Pulmonary hypertension associated with connective tissue disease

• Published in: Indian journal of rheumatology Vol. 12; no. 1; pp. 38 - 47
• Main Authors: Rajagopala, Srinivas, Thabah, Molly
• Format: Journal Article
• Language: English
• Published: Medknow Publications and Media Pvt. Ltd 01.01.2017; SAGE Publications
• Subjects: Connective tissue disease; mixed connective tissue disease; progressive systemic sclerosis; pulmonary hypertension; systemic lupus erythrematosus
• ISSN: 0973-3698; 0973-3701
• DOI: 10.4103/0973-3698.199124

Pulmonary hypertension (PH) is an important cause of morbidity and mortality in connective tissue diseases (CTDs).
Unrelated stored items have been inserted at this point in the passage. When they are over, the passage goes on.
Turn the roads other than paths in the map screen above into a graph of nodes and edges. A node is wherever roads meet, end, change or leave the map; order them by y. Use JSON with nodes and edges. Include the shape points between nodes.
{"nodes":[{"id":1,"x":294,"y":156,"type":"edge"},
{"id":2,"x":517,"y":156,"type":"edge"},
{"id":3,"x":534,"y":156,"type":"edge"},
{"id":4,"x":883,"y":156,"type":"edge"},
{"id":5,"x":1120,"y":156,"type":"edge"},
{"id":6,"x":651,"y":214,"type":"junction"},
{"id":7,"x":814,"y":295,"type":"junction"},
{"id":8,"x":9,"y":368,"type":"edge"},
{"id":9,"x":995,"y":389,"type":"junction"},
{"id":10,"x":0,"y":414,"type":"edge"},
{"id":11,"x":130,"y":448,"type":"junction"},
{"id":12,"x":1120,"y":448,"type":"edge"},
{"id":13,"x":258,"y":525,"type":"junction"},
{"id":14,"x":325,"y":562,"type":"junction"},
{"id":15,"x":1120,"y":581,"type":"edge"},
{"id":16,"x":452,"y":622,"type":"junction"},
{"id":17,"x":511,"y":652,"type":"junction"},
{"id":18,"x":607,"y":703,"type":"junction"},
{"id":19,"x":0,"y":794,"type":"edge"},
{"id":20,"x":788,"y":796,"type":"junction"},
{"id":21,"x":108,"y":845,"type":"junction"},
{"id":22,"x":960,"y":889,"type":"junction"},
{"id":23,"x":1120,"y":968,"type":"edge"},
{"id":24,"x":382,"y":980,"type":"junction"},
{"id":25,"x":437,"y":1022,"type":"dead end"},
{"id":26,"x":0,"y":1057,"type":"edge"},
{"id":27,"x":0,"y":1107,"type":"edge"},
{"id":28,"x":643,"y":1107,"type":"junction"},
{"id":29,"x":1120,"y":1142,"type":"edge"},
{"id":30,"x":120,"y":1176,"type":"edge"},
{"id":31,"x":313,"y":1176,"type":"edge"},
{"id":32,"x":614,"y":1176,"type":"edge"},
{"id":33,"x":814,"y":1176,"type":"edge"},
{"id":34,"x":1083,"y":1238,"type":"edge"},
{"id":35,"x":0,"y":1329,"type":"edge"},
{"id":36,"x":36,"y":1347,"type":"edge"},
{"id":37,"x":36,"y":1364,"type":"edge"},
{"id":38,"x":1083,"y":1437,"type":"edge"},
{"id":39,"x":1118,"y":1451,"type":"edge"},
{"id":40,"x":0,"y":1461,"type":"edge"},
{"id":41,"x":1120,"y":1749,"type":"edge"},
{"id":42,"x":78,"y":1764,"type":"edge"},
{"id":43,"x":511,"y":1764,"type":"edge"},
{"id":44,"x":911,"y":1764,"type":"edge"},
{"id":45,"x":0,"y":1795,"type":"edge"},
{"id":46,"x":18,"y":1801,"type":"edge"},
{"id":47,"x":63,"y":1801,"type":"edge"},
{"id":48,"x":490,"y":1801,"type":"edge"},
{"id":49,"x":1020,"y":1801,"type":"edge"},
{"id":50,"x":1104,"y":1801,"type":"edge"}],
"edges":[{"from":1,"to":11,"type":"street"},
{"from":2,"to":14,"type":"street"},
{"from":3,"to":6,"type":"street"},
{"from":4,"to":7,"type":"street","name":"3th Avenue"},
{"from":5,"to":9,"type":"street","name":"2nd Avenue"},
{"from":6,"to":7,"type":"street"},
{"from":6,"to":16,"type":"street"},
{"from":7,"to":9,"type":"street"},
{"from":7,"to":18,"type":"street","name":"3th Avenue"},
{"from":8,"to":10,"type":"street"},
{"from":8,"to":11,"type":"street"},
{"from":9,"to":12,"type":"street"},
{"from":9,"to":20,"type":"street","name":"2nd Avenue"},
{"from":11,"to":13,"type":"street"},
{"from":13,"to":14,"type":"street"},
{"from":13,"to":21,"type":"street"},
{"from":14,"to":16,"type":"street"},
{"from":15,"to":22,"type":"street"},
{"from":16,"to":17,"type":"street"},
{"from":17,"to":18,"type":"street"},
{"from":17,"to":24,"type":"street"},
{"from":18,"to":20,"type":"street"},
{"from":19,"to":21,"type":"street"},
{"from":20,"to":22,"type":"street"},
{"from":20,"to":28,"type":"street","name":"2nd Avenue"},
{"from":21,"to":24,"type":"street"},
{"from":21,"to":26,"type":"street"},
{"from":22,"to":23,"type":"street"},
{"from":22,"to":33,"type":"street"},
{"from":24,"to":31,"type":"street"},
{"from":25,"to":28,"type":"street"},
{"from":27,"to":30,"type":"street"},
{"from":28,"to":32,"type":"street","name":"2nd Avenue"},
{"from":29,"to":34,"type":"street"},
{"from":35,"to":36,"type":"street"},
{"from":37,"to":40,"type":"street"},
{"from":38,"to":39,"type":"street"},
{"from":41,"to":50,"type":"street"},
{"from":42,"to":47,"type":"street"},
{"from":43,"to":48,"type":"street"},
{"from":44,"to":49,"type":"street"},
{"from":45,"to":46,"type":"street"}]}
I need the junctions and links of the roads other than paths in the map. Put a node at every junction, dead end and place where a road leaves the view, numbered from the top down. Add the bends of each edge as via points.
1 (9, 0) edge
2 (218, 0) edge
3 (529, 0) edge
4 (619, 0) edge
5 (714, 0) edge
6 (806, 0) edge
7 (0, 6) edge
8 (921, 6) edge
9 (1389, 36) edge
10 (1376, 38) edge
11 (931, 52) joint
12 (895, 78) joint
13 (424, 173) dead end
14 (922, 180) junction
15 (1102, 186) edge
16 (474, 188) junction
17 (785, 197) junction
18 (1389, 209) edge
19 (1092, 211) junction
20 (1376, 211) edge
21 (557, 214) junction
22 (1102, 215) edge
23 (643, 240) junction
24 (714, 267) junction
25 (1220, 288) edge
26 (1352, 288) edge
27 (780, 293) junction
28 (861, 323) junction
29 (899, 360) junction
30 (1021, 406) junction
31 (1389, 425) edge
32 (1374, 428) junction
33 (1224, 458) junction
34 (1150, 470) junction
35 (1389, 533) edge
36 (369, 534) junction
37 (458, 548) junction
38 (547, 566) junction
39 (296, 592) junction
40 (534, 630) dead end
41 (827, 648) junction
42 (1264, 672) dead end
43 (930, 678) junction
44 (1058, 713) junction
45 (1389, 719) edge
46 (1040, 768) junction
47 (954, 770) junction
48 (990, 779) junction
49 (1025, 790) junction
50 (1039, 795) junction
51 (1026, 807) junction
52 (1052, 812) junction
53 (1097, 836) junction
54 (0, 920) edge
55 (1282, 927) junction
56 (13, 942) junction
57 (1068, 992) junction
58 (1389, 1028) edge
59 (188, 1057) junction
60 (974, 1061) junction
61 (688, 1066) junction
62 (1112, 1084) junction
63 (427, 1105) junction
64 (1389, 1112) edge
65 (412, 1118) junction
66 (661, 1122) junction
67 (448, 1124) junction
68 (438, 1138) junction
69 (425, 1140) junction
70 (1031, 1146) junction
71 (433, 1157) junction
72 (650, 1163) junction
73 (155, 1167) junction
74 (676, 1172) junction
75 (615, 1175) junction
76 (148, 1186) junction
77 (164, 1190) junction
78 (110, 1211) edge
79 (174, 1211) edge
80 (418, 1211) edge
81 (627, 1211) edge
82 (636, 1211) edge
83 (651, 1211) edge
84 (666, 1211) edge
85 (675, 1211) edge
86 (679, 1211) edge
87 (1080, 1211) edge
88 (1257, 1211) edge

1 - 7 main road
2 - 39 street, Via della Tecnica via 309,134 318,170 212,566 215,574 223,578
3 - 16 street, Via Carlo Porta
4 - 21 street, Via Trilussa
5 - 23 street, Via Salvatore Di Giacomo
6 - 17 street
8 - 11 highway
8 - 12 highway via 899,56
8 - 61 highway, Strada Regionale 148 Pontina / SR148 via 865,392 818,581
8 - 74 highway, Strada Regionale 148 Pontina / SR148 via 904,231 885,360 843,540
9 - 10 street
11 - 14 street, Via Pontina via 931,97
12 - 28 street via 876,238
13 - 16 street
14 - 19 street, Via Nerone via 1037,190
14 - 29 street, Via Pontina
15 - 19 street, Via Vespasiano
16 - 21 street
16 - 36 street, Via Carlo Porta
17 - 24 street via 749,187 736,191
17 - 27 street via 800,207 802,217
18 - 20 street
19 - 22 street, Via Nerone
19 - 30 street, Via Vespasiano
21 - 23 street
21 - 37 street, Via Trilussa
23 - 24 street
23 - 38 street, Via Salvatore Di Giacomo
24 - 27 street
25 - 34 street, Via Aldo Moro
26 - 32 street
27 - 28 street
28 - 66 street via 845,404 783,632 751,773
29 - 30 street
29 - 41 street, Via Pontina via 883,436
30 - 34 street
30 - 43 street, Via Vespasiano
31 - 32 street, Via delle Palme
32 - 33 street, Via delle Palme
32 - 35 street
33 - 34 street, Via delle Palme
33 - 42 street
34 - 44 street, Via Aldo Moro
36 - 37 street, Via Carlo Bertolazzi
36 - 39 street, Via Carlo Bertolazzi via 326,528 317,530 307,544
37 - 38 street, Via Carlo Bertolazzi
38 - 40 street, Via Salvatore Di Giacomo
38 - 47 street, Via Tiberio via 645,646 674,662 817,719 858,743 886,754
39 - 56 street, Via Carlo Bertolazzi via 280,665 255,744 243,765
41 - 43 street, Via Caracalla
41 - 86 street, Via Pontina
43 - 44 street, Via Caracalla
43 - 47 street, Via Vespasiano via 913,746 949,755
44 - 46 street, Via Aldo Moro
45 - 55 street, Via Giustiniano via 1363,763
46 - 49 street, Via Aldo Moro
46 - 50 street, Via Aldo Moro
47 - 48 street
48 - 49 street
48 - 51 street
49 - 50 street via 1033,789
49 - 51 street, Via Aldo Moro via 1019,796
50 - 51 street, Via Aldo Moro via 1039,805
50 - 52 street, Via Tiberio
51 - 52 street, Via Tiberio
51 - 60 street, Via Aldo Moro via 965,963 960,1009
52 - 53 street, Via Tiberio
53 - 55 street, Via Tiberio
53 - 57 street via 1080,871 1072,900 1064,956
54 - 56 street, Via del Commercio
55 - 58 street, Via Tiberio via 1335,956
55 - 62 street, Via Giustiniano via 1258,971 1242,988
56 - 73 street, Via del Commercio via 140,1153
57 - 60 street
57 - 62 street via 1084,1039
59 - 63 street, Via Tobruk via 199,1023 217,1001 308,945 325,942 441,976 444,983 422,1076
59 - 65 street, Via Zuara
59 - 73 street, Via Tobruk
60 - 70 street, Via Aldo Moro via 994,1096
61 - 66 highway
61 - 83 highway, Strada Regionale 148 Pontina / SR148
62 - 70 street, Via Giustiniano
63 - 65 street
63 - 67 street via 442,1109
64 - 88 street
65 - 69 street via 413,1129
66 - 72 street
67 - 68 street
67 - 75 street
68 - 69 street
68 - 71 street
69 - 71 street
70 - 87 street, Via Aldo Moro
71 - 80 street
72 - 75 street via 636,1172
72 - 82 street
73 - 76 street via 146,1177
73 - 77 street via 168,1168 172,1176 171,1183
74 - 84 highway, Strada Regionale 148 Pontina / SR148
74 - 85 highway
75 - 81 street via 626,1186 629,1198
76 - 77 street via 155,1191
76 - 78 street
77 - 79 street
CTDs may cause PH due to several mechanisms; pulmonary arterial hypertension, associated interstitial lung disease, neuromuscular disease, and/or sleep disordered breathing leading to hypoxia, associated thromboembolic PH, and pulmonary venous hypertension due to left ventricular dysfunction. PH can be measured on echocardiography, but the gold standard for diagnosis is right heart catheterization. PH-specific therapy in addition to immunosuppression is the most common treatment used though data are scant. In this narrative review, we discuss the epidemiologic burden, clinical presentation, evaluation, and management of PH in CTDs.